Oh shit I might be postmodern

Obviously. But pretending otherwise for a moment, the final sentence of Eagleton's chapter on Morality is:

A socialist society co-operates for certain material purposes, just like any other; but it also regards human solidarity as an estimable end in itself. As such, it is beyond the comprehension of a good deal of contemporary theory, for which solidarity means tepid consensus or baleful conformism rather than a source of value and fulfilment.

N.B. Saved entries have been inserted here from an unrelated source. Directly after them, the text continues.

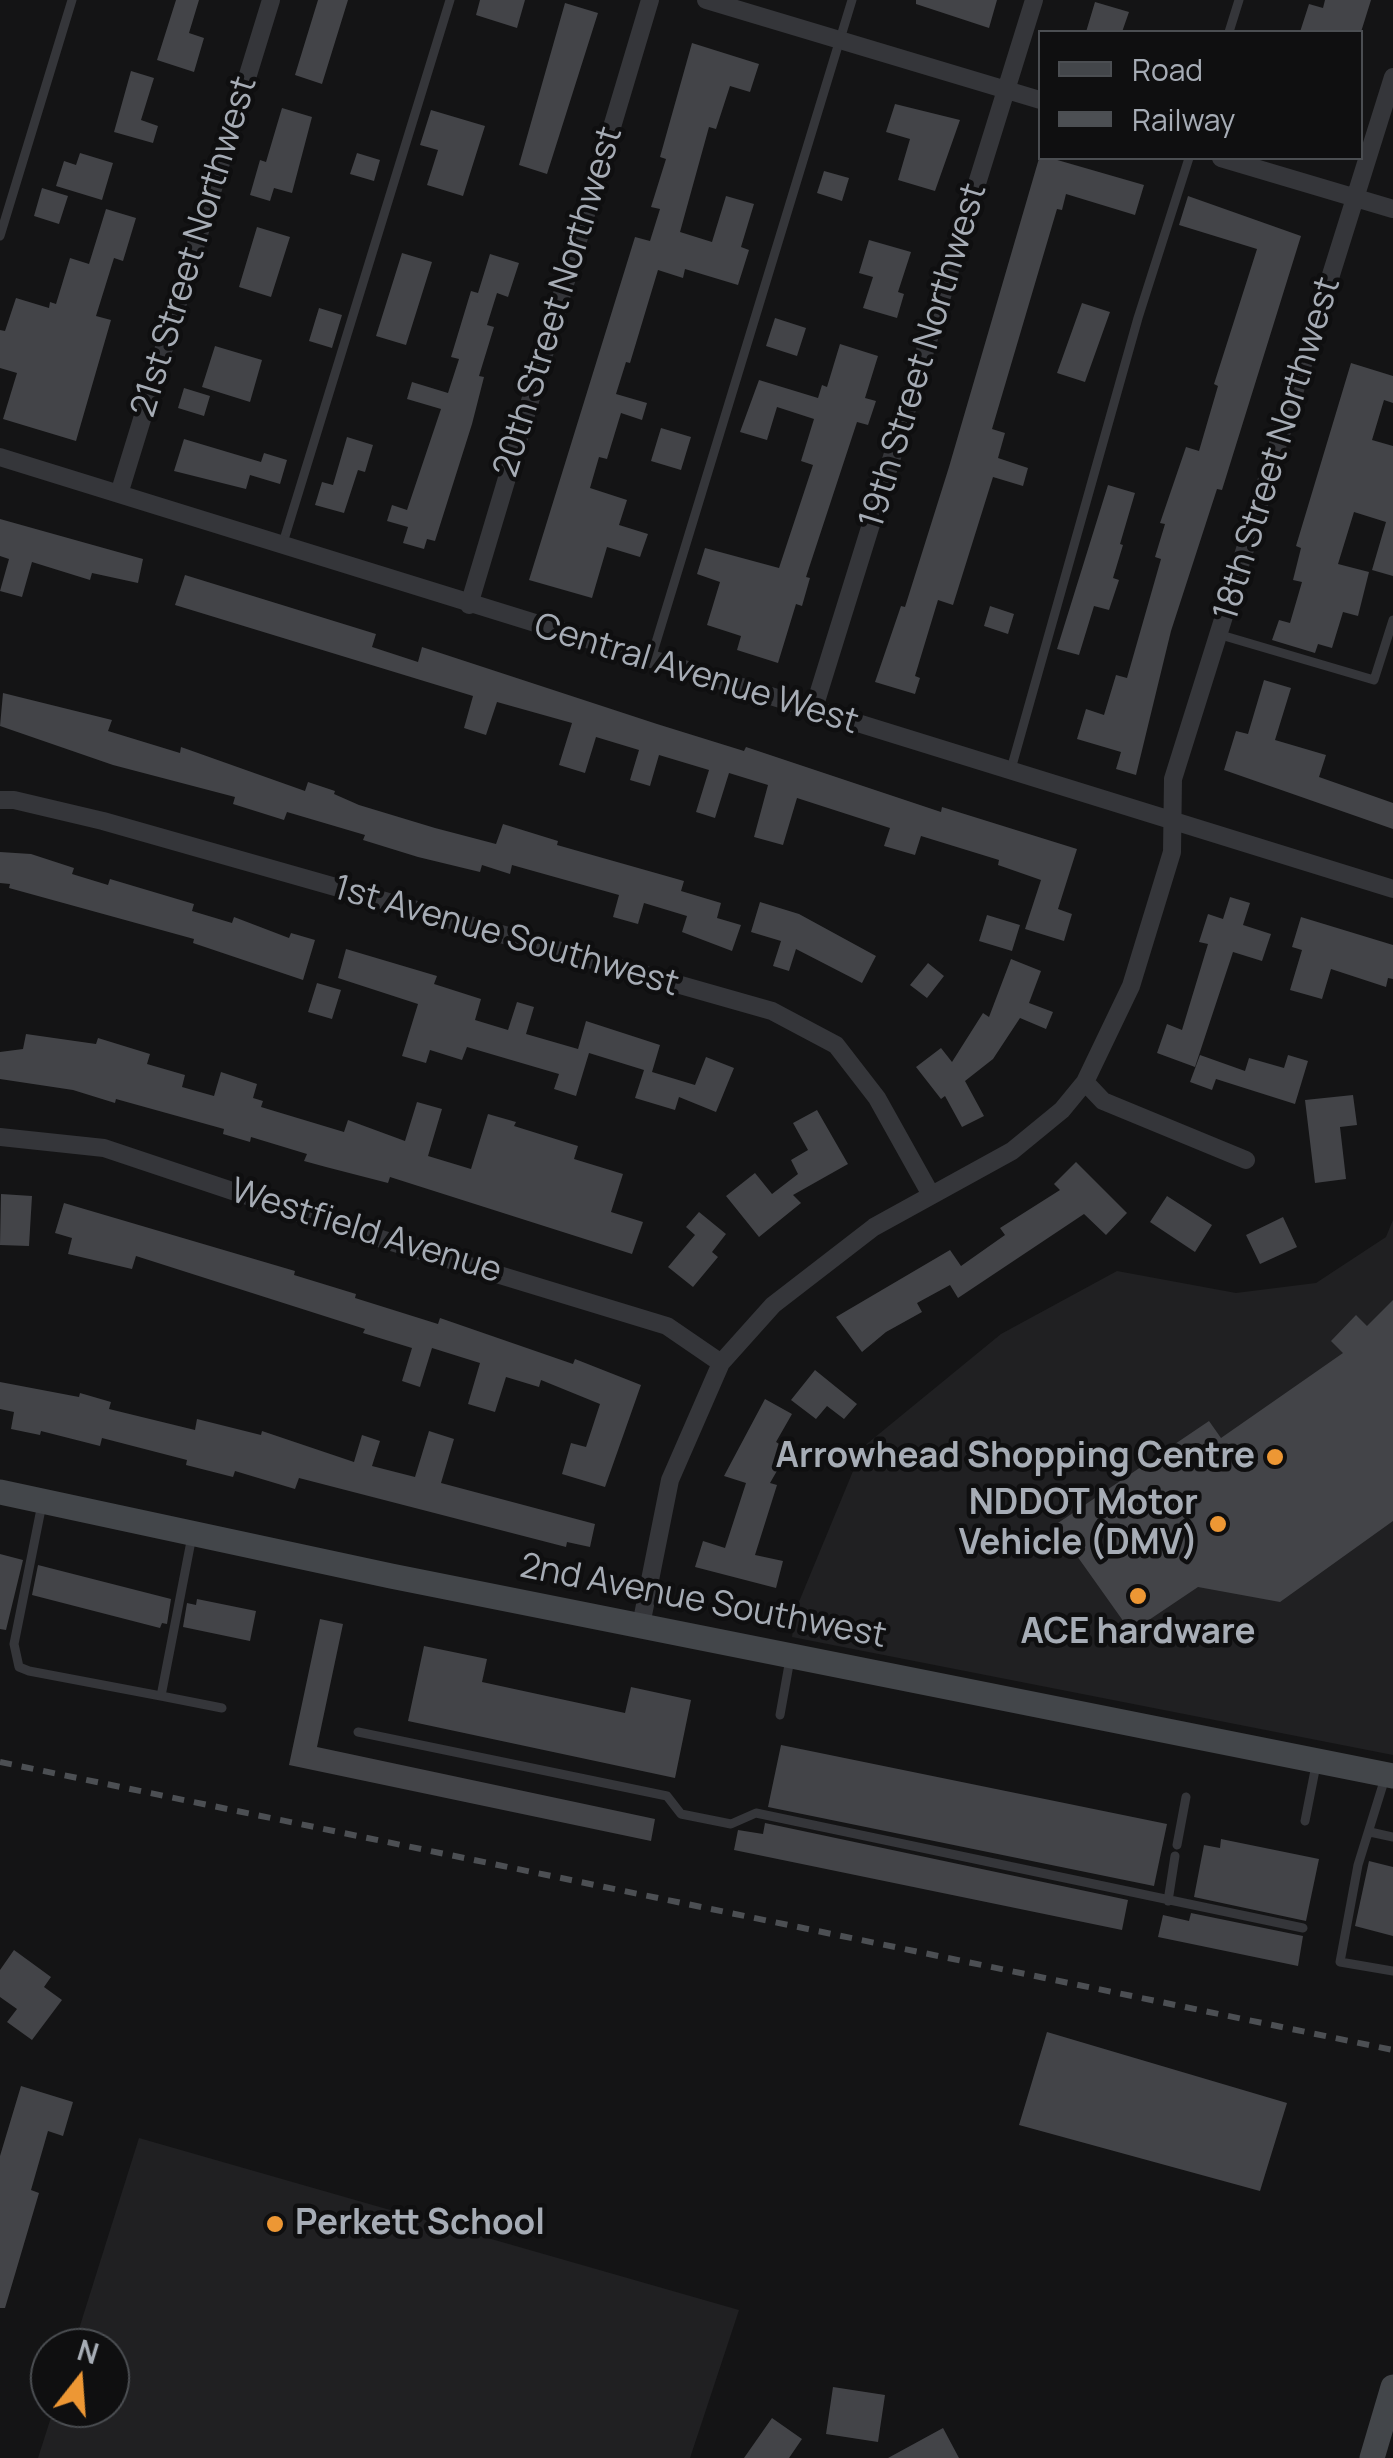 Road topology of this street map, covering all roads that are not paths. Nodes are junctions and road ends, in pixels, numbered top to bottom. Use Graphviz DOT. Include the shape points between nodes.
graph roads {
  1 [pos="72,0"];
  2 [pos="271,0"];
  3 [pos="450,0"];
  4 [pos="650,0"];
  5 [pos="706,0"];
  6 [pos="852,0"];
  7 [pos="1034,0"];
  8 [pos="1239,0"];
  9 [pos="1230,30"];
  10 [pos="839,41"];
  11 [pos="1393,77"];
  12 [pos="1007,90"];
  13 [pos="1038,99"];
  14 [pos="1188,160"];
  15 [pos="1228,160"];
  16 [pos="1357,198"];
  17 [pos="1393,210"];
  18 [pos="0,236"];
  19 [pos="0,457"];
  20 [pos="119,494"];
  21 [pos="282,546"];
  22 [pos="469,605"];
  23 [pos="1393,620"];
  24 [pos="1220,635"];
  25 [pos="650,662"];
  26 [pos="813,711"];
  27 [pos="1010,772"];
  28 [pos="0,800"];
  29 [pos="1174,822"];
  30 [pos="1393,889"];
  31 [pos="1085,1082"];
  32 [pos="0,1137"];
  33 [pos="1246,1160"];
  34 [pos="930,1194"];
  35 [pos="721,1363"];
  36 [pos="0,1492"];
  37 [pos="43,1502"];
  38 [pos="192,1533"];
  39 [pos="641,1625"];
  40 [pos="790,1657"];
  41 [pos="161,1696"];
  42 [pos="222,1708"];
  43 [pos="780,1714"];
  44 [pos="358,1732"];
  45 [pos="1317,1762"];
  46 [pos="1389,1776"];
  47 [pos="1186,1797"];
  48 [pos="1305,1821"];
  49 [pos="1370,1832"];
  50 [pos="1393,1837"];
  51 [pos="1168,1901"];
  52 [pos="1303,1928"];
  53 [pos="1393,1971"];
  54 [pos="1393,2387"];
  55 [pos="1372,2458"];
  1 -- 18 [label="lane"];
  2 -- 20 [label="street, 21st Street Northwest"];
  3 -- 21 [label="lane"];
  4 -- 22 [label="street, 20th Street Northwest"];
  5 -- 10 [label="street"];
  6 -- 10 [label="lane"];
  7 -- 12 [label="street, 19th Street Northwest"];
  8 -- 9 [label="lane"];
  10 -- 12 [label="street"];
  10 -- 25 [label="lane"];
  11 -- 16 [label="street, 18th Street Northwest"];
  12 -- 13 [label="street"];
  12 -- 26 [label="street, 19th Street Northwest"];
  14 -- 27 [label="lane"];
  15 -- 16 [label="street"];
  16 -- 17 [label="street"];
  16 -- 24 [label="street, 18th Street Northwest"];
  19 -- 20 [label="street, Central Avenue West"];
  20 -- 21 [label="street, Central Avenue West"];
  21 -- 22 [label="street, Central Avenue West"];
  22 -- 25 [label="street, Central Avenue West"];
  23 -- 24 [label="lane" via="1374,680"];
  24 -- 29 [label="street, 18th Street Northwest" via="1173,778"];
  25 -- 26 [label="street, Central Avenue West"];
  26 -- 27 [label="street, Central Avenue West"];
  27 -- 29 [label="street, Central Avenue West"];
  28 -- 34 [label="street, 1st Avenue Southwest" via="104,821 772,1012 836,1045 877,1098"];
  29 -- 30 [label="street, Central Avenue West"];
  29 -- 31 [label="street, 18th Street Northwest" via="1172,852 1131,986"];
  31 -- 33 [label="street" via="1104,1100"];
  31 -- 34 [label="street, 18th Street Northwest" via="1012,1152"];
  32 -- 35 [label="street, Westfield Avenue" via="104,1148 667,1326"];
  34 -- 35 [label="street, 18th Street Northwest" via="874,1227 773,1304"];
  35 -- 39 [label="street, 18th Street Northwest" via="670,1480"];
  36 -- 37 [label="street, 2nd Avenue Southwest"];
  37 -- 38 [label="street, 2nd Avenue Southwest"];
  37 -- 41 [label="lane" via="14,1644 19,1666"];
  38 -- 39 [label="street, 2nd Avenue Southwest"];
  38 -- 41 [label="lane"];
  39 -- 40 [label="street, 2nd Avenue Southwest"];
  40 -- 43 [label="lane"];
  40 -- 45 [label="street, 2nd Avenue Southwest"];
  41 -- 42 [label="lane"];
  44 -- 51 [label="lane" via="667,1796 681,1814 730,1824 756,1813"];
  45 -- 46 [label="street, 2nd Avenue Southwest"];
  45 -- 48 [label="lane"];
  46 -- 49 [label="lane"];
  47 -- 51 [label="lane"];
  49 -- 50 [label="lane"];
  49 -- 53 [label="lane" via="1340,1962"];
  51 -- 52 [label="lane"];
  54 -- 55 [label="street"];
}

I cannot speak for contemporary cultural theory but I see the cultural consensus and solidarity of, for example, football and the X-Factor as tepid, and enthusiasm for espadrilles and UKIP as baleful. That's why I don't have a TV, because I don't want anything to do with idiots. I don't want solidarity with the English, I want to be apart from them. I'm a contractor because being a permanent employee makes my stomach tighten, and my life contract.

But I am a socialist and a member of the Labour party[^1]. I want the safety net of socialism because I can't be sure what will happen to me, or how well my children will do, or their children. I want everyone to be more-or-less ok, no matter what they can achieve. I want the less well off to be better off, and to get the respect that every human deserves. This is just empathy and pity. It's got nothing to do with narratives of solidarity, and my brand of socialism, my reason for wanting the policies that I do, is just as real and valid as Eagleton's. And this socialism doesn't have a problem with the postmodern.

[^1] I joined because of David Cameron's 2013 Tory party conference speech, where he announced he was going to take away housing benefit from the under-25s, a move about nothing more than class, aging wealth, and politik.